I will have more to say about these points in future posts, but for now let me say something about the "realism" constraint (1).

Estlund eschews taking the constraints of realism too seriously, and comments that “Realism is a vague and dubious constraint when the question is a moral one, when the question at hand is what is right, or just, or legitimate” (15). But if the moral theory we begin from is a virtue-oriented theory, then the constraints of realism will not be viewed as dubious constraints. Quite the opposite. Grappling with these empirical considerations is central to the moral exercise as virtue ethics is a moral theory that is primarily concerned with “how one should live or what kind of person one should be rather than the question of how one should act” (Crisp, 23).

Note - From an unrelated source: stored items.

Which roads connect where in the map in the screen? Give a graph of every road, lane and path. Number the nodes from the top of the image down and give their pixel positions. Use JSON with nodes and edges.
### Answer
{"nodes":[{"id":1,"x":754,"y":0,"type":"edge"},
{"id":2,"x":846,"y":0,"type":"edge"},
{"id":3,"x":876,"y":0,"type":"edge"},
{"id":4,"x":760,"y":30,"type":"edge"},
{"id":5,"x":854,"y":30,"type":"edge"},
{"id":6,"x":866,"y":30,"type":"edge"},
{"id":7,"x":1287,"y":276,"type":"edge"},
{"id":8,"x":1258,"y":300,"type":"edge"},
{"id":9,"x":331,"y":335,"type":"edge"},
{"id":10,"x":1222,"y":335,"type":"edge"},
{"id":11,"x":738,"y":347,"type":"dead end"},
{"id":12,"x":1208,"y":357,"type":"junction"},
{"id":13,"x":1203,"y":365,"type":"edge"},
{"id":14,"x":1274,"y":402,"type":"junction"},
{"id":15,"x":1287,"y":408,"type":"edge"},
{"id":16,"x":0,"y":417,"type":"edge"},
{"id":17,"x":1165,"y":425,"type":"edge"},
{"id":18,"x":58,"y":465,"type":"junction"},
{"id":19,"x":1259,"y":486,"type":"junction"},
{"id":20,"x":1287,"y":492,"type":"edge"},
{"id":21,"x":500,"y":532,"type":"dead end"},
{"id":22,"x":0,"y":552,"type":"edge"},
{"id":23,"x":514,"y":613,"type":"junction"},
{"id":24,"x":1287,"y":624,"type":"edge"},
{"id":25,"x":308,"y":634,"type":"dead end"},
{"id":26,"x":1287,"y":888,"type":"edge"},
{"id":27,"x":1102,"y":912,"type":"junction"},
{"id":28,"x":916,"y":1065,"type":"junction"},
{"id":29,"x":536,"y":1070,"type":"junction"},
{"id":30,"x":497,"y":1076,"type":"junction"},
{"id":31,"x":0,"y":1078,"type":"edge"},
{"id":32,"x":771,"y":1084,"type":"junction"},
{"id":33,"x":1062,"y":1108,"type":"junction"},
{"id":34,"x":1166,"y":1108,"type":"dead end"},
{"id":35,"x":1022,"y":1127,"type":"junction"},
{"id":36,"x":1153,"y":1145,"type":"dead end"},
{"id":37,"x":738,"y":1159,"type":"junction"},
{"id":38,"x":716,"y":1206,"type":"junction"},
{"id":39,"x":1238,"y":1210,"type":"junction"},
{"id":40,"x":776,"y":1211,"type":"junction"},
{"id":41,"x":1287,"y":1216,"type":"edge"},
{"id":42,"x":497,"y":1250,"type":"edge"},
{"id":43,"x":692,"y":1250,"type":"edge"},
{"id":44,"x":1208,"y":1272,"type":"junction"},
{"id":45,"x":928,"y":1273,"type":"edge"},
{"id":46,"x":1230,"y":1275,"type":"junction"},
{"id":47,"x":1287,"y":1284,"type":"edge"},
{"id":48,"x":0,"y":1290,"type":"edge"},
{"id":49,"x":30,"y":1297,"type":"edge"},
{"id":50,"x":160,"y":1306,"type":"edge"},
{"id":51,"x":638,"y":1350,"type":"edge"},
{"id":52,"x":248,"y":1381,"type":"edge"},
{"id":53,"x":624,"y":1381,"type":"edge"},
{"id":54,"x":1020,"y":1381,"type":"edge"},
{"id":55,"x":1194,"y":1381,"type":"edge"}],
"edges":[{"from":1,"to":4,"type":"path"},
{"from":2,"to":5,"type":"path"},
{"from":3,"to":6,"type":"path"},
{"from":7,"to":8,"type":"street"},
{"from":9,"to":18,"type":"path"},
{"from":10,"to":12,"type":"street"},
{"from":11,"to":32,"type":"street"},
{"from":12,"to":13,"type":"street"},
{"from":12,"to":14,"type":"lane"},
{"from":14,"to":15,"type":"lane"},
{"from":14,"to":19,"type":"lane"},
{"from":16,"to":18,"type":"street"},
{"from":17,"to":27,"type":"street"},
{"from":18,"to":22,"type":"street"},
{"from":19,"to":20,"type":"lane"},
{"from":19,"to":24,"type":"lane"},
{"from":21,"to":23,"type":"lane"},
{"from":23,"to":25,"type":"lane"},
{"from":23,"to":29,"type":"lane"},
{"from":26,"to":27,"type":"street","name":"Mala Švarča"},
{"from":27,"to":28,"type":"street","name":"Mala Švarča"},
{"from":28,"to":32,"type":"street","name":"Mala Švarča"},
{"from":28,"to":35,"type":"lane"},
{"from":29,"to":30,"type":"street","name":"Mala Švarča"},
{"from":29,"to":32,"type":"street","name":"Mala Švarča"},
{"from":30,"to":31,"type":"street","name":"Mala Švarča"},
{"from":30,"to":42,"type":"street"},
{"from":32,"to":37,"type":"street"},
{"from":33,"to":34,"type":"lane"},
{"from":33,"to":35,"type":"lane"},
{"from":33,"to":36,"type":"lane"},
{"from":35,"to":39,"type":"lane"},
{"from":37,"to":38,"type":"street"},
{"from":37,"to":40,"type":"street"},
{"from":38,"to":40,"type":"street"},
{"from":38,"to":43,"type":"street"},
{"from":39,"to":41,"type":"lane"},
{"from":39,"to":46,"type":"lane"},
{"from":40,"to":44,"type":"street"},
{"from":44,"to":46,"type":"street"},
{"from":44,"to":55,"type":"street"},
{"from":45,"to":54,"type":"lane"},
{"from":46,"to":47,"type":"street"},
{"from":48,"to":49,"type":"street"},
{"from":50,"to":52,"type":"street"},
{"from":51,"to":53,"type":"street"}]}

One cannot determine how they should live, or what kind of person they should be, if one’s moral analysis does not take place against the background of the context of the realities of the society or world the agent inhabits. So a virtue ethics approach will be much more accommodating of “realism” and have some distinct benefits in terms of the kind of “aspirational theory” it yields.

What kinds of realism constraints do I think an epistemic defence of democracy should seriously consider? I address a variety of cognitive limitations and biases (e.g. our reliance on the availability heuristic, group polarization and prospection errors) which make it clear that the legacy of our Darwinian history is such that humans do not naturally excel in the intellectual virtues. These limitations and biases were good enough for us to ensure the continuity of the species (i.e. survival and reproduction), but we often come up well sort of intellectual excellence. That is the bad news.

The good news is that we have a plastic brain that can, in particular kinds of environments, realize epistemic excellence. And the key is to then figure out which kinds of environments are most conducive to our realizing intellectual virtue rather than vice. This is an empirical issue. And I believe the empirical evidence points us in the direction of--- democracy.

As I will explain in a future post, the conception of democracy I have in mind is not the "minimalist" conception employed by the Condorcet Jury Theorem. The kind of environment needed to help facilitate intellectual virtue is not the kind envisioned by equating democracy with just a form of government (i.e. majority rules). Rather, the kind of environment needed is, to quote Dewey, "a mode of associated living, of conjoint communicated experience". More on this to follow.